«Über weniger Trinkgeld können wir uns aktuell nicht beklagen», sagt Flavia Stutz-Pieren, Betriebsleiterin im Restaurant Bären in Langenthal. «Rund 80% unserer Besucherinnen und Besucher zahlen mittlerweile kontaktlos.»
Ins selbe Rohr bläst Argim Asani vom Parktheater in Grenchen. Auch dort werde inzwischen in acht von zehn Fällen kontaktlos bezahlt, meistens mit Karte. Er stelle fest, dass dadurch eher mehr Trinkgeld gegeben werde als früher; zuvor seien teilweise Kleinstbeträge wie etwa ein Zwanzigrappenstück auf den Tisch gelegt worden.
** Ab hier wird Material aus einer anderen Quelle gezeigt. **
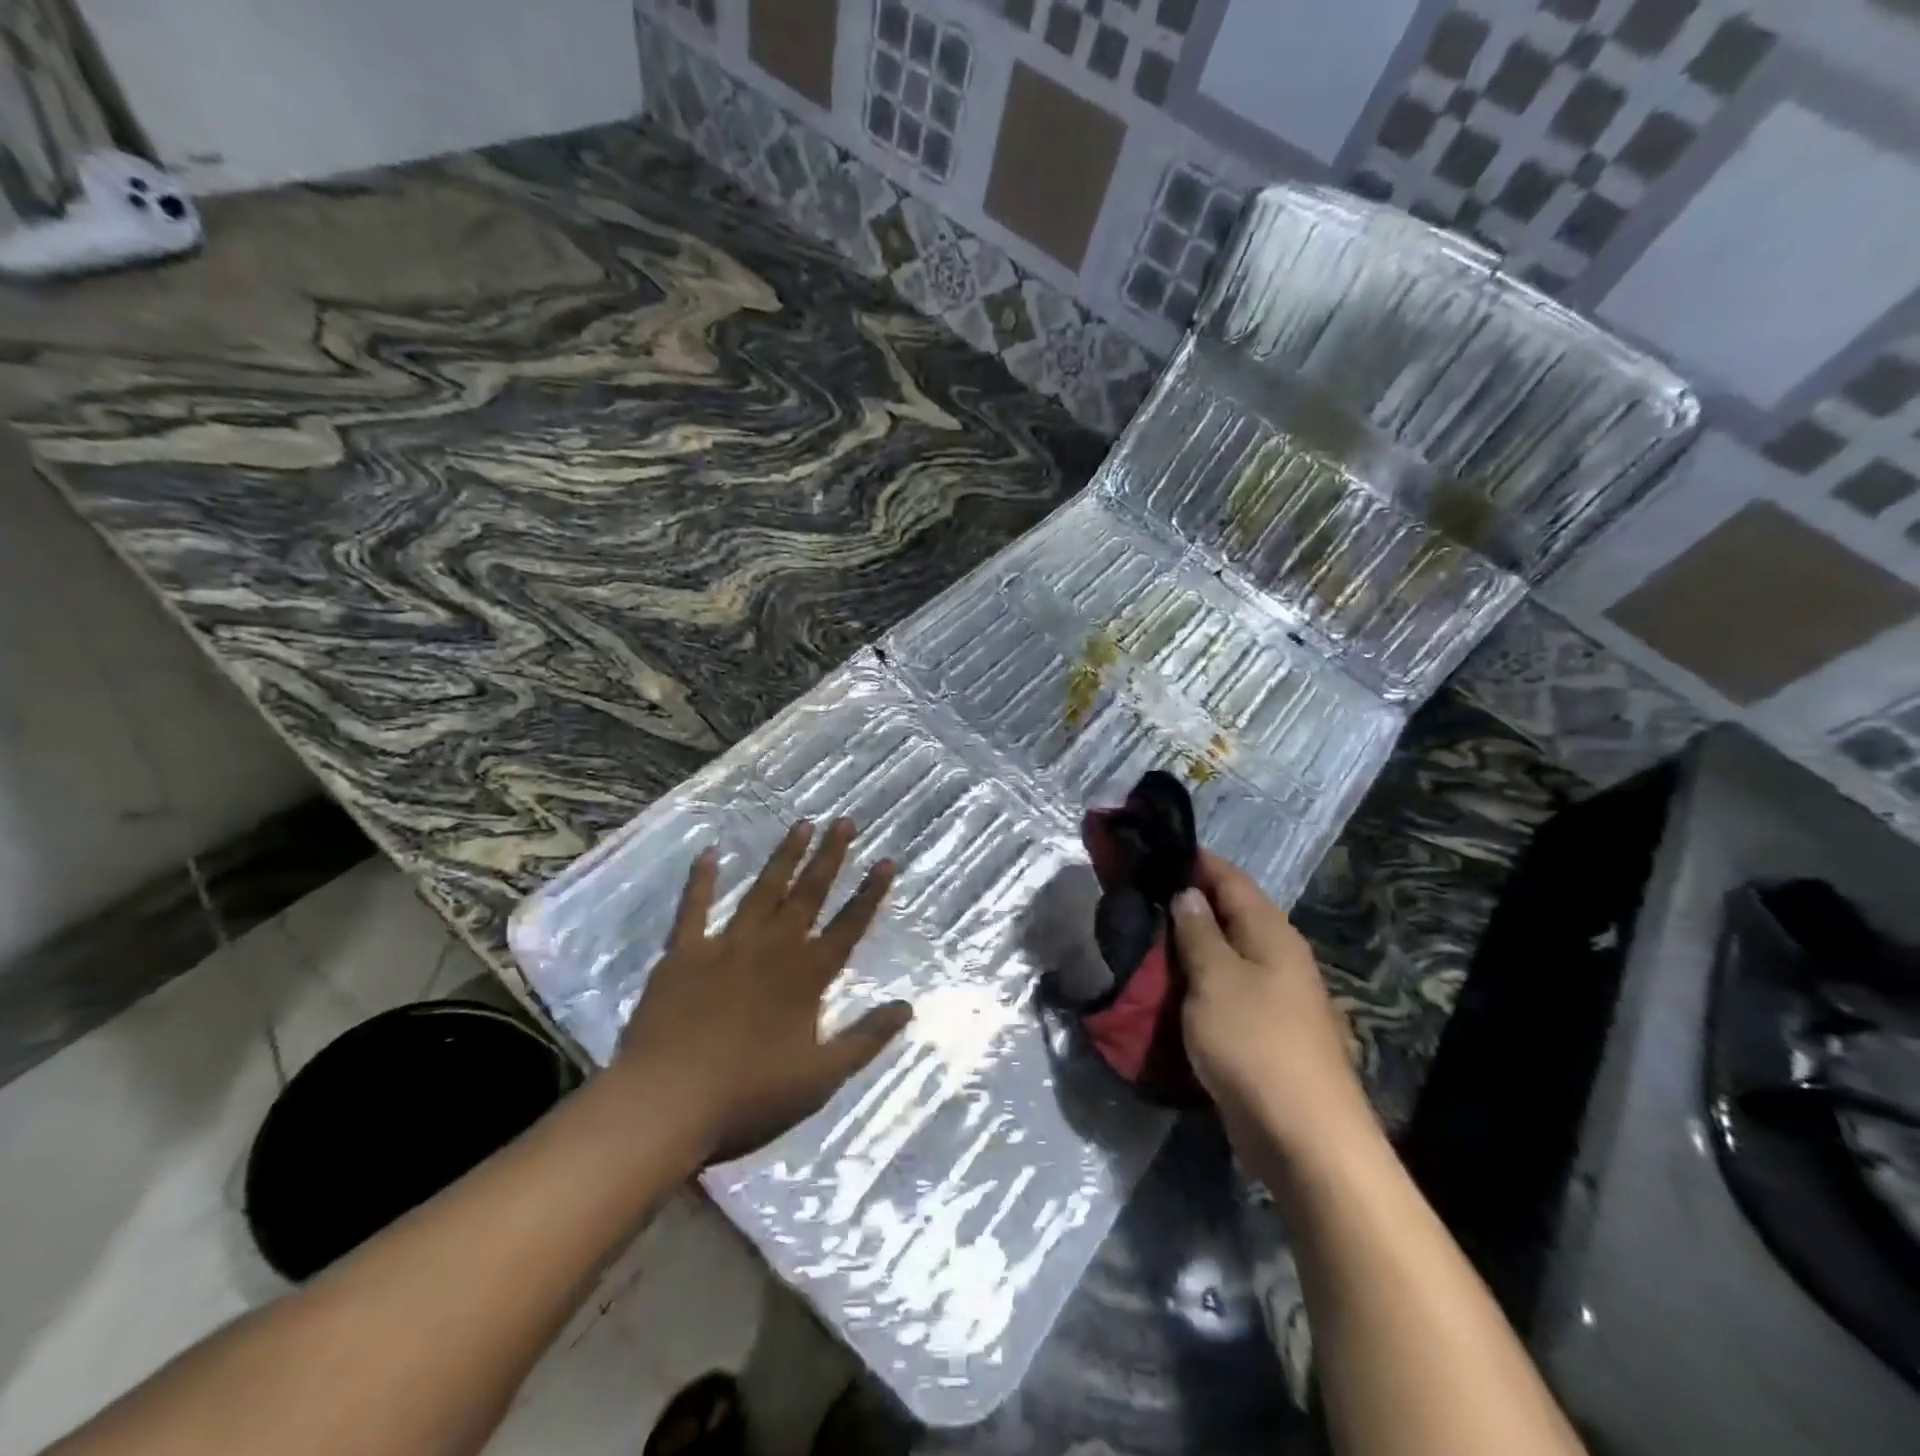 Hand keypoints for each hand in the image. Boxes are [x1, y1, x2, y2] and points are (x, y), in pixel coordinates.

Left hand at [612, 819, 911, 1164]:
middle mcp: (772, 949)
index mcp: (806, 976)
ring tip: (801, 824)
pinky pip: (694, 909)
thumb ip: (866, 1039)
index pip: (849, 926)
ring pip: (762, 891)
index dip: (870, 894)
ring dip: (783, 857)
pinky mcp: (684, 955)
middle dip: (830, 857)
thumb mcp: (821, 1077)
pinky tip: (709, 854)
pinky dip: (701, 881)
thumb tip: (907, 1007)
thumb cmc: (750, 1096)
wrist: (666, 1104)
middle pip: (808, 895)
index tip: (886, 860)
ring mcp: (726, 946)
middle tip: (844, 821)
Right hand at [1171, 851, 1372, 1161]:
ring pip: (1226, 954)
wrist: (1304, 1137)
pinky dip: (1198, 980)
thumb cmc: (1255, 1043)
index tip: (1153, 851)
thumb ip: (1199, 933)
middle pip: (1229, 914)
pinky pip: (1226, 989)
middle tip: (1137, 896)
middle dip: (1187, 903)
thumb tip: (1188, 894)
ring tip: (1144, 937)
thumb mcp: (1216, 979)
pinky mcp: (1266, 1031)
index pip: (1230, 878)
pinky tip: (1170, 986)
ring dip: (1190, 944)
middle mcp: (1279, 957)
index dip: (1194, 861)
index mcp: (1271, 933)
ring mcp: (1276, 996)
Keine Nachteile durch kontaktloses Zahlen
Nachteile für die Serviceangestellten habe das kontaktlose Zahlen nicht: «Wenn jemand auf diese Weise zahlt, können unsere Mitarbeitenden den exakten Trinkgeldbetrag vom Umsatz abrechnen», sagt Asani.
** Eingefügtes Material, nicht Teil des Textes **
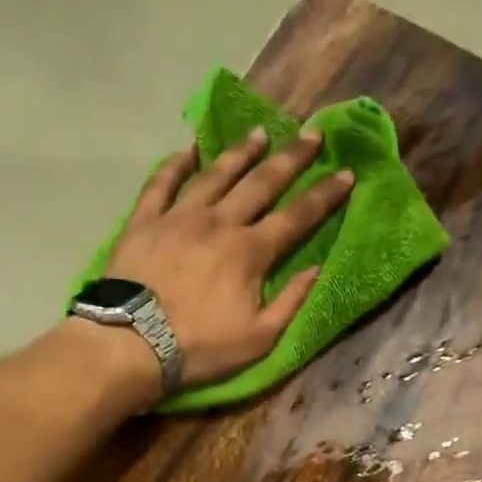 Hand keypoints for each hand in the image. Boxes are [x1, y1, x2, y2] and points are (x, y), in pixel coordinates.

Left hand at [107, 126, 353, 386]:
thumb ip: (290, 302)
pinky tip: (189, 150)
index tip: (346, 173)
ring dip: (240, 152)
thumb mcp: (258, 339)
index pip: (296, 217)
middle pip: (261, 183)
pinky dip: (177, 164)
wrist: (134, 343)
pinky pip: (162, 182)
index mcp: (250, 252)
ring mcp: (180, 216)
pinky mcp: (145, 220)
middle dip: (291, 159)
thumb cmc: (200, 348)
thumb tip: (317, 269)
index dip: (324, 196)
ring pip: (216, 174)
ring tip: (259, 134)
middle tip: (312, 134)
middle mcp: (219, 222) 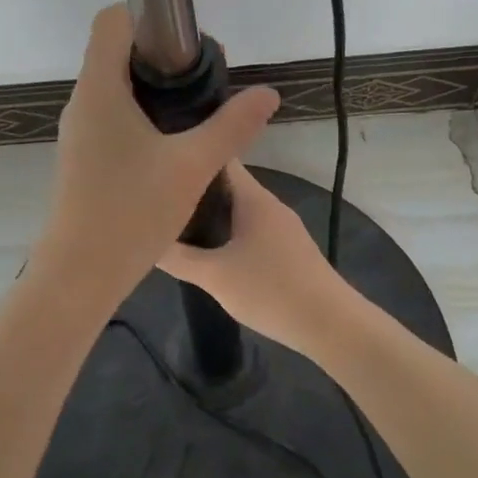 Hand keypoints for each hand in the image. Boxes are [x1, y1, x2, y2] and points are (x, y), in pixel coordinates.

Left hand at [34, 6, 279, 297]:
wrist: (80, 273)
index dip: (148, 16)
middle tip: (203, 81)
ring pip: (113, 88)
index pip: (111, 20)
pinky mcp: (81, 157)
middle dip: (160, 57)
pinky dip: (139, 117)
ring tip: (193, 114)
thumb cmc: (132, 210)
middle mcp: (81, 102)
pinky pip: (110, 117)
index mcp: (99, 88)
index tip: (188, 43)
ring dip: (151, 90)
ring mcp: (77, 131)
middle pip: (115, 52)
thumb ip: (233, 125)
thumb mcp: (194, 165)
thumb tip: (268, 94)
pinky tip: (169, 147)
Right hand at [157, 162, 350, 354]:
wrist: (332, 325)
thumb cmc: (271, 291)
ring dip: (209, 214)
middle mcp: (268, 204)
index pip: (220, 157)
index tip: (161, 157)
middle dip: (192, 187)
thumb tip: (145, 240)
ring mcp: (281, 227)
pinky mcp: (287, 250)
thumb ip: (176, 257)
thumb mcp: (214, 276)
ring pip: (237, 210)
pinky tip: (208, 251)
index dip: (191, 151)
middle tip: (155, 195)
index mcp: (253, 197)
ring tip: (173, 221)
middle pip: (225, 184)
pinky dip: (226, 233)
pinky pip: (248, 229) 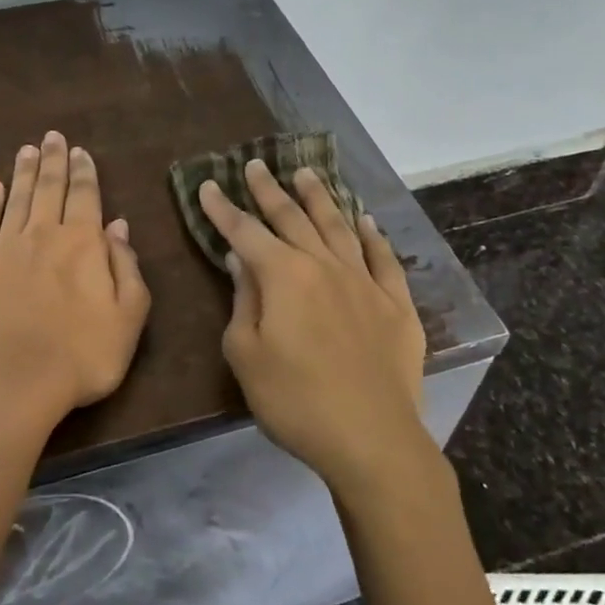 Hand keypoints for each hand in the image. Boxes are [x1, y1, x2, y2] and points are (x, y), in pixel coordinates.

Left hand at [0, 131, 150, 426]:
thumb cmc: (82, 355)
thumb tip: (118, 225)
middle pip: (49, 187)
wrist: (14, 382)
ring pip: (16, 198)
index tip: (80, 151)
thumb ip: (126, 267)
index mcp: (83, 243)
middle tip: (53, 136)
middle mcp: (43, 233)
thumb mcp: (129, 316)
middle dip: (53, 160)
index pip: (86, 196)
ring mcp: (4, 247)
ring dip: (23, 172)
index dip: (84, 172)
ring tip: (28, 149)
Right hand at [198, 161, 426, 490]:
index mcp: (283, 276)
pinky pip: (383, 259)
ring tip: (306, 173)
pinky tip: (365, 220)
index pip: (245, 231)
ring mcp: (364, 281)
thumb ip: (243, 300)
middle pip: (292, 218)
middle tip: (256, 165)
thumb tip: (241, 259)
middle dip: (269, 190)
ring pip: (338, 226)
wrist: (372, 439)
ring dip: (319, 198)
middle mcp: (324, 265)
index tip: (209, 184)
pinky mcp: (396, 304)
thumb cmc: (295, 401)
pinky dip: (372, 235)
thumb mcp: (246, 355)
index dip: (223, 208) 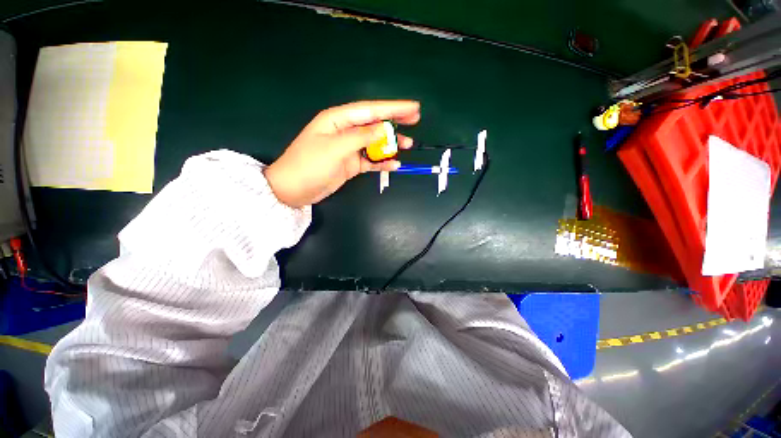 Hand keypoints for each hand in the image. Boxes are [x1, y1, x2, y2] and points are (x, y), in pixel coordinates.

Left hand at [264, 100, 419, 207]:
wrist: (294, 189)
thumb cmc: (309, 165)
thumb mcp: (335, 148)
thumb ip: (360, 137)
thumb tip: (384, 129)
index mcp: (338, 120)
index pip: (370, 110)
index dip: (392, 108)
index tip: (413, 108)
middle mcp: (346, 131)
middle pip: (374, 123)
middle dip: (394, 121)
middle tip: (415, 120)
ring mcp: (349, 149)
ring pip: (375, 143)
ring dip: (391, 144)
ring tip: (408, 145)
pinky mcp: (351, 164)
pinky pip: (371, 161)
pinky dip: (382, 163)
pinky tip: (394, 165)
Im Bären Langenthal läuft das etwas anders, erklärt Flavia Stutz-Pieren: «Bei uns muss das Servicepersonal einfach bei Dienstende weniger Bargeld abgeben.» Ein Anteil des Trinkgelds gehe dann noch an das Küchenpersonal. Das Trinkgeld lande aber immer und in jedem Fall zu 100% in den Taschen der Mitarbeitenden
Weniger Bargeld - gleiches Kundenverhalten
Grundsätzlich betonen beide, dass sich das langsame Verschwinden des Bargelds nicht weiter auf den Betrieb auswirke. Auch nicht darauf, ob und wie viel Trinkgeld gegeben wird. Dieses System beruhe ohnehin auf der Solidaritätsbereitschaft aller Beteiligten. Schliesslich gebe es keine «Trinkgeld-Pflicht». Trotzdem sei es eine «Wertschätzung der erbrachten Leistung», merkt Stutz-Pieren an.
Das sagt auch Urs Schindler, Präsident des Verbands Gastro Solothurn: «Das Trinkgeld ist der Obolus für unsere Angestellten und eine Wertschätzung für deren harte Arbeit. Deshalb spielt es auch eine derart grosse Rolle in der Gastronomie. Ob es nun bar oder kontaktlos bezahlt wird, ist einerlei.»
Vorgaben oder Empfehlungen, wie die Betriebe das Trinkgeld handhaben sollen, gebe es nicht. Wichtig sei, dass das Geld bei den Mitarbeitenden ankomme. Dass in 80% der Fälle inzwischen kontaktlos gezahlt werde, dürfe nicht als Vorwand missbraucht werden, um Trinkgeld dem Personal vorzuenthalten. Schindler ist sich aber sicher: «Die Betriebe in unserer Region arbeiten da vorbildlich, weil sie wissen, dass es ein Qualitätsmerkmal ist, wenn man seine Angestellten fair behandelt. Das gilt auch für die Verteilung des Trinkgelds.»
Trinkgeld geht da hin, wo es hingehört
Fazit: Das langsame Verschwinden des Bargelds wirkt sich nicht negativ auf die Grosszügigkeit der Gäste in Sachen Trinkgeld aus. Im Gegenteil, die Erfahrung zeigt, dass für die Angestellten sogar mehr herausspringt als früher. Und in der Schweiz darf man davon ausgehen, dass auch der letzte Rappen Trinkgeld dort ankommt, wo er hingehört: Beim Gastro-Personal.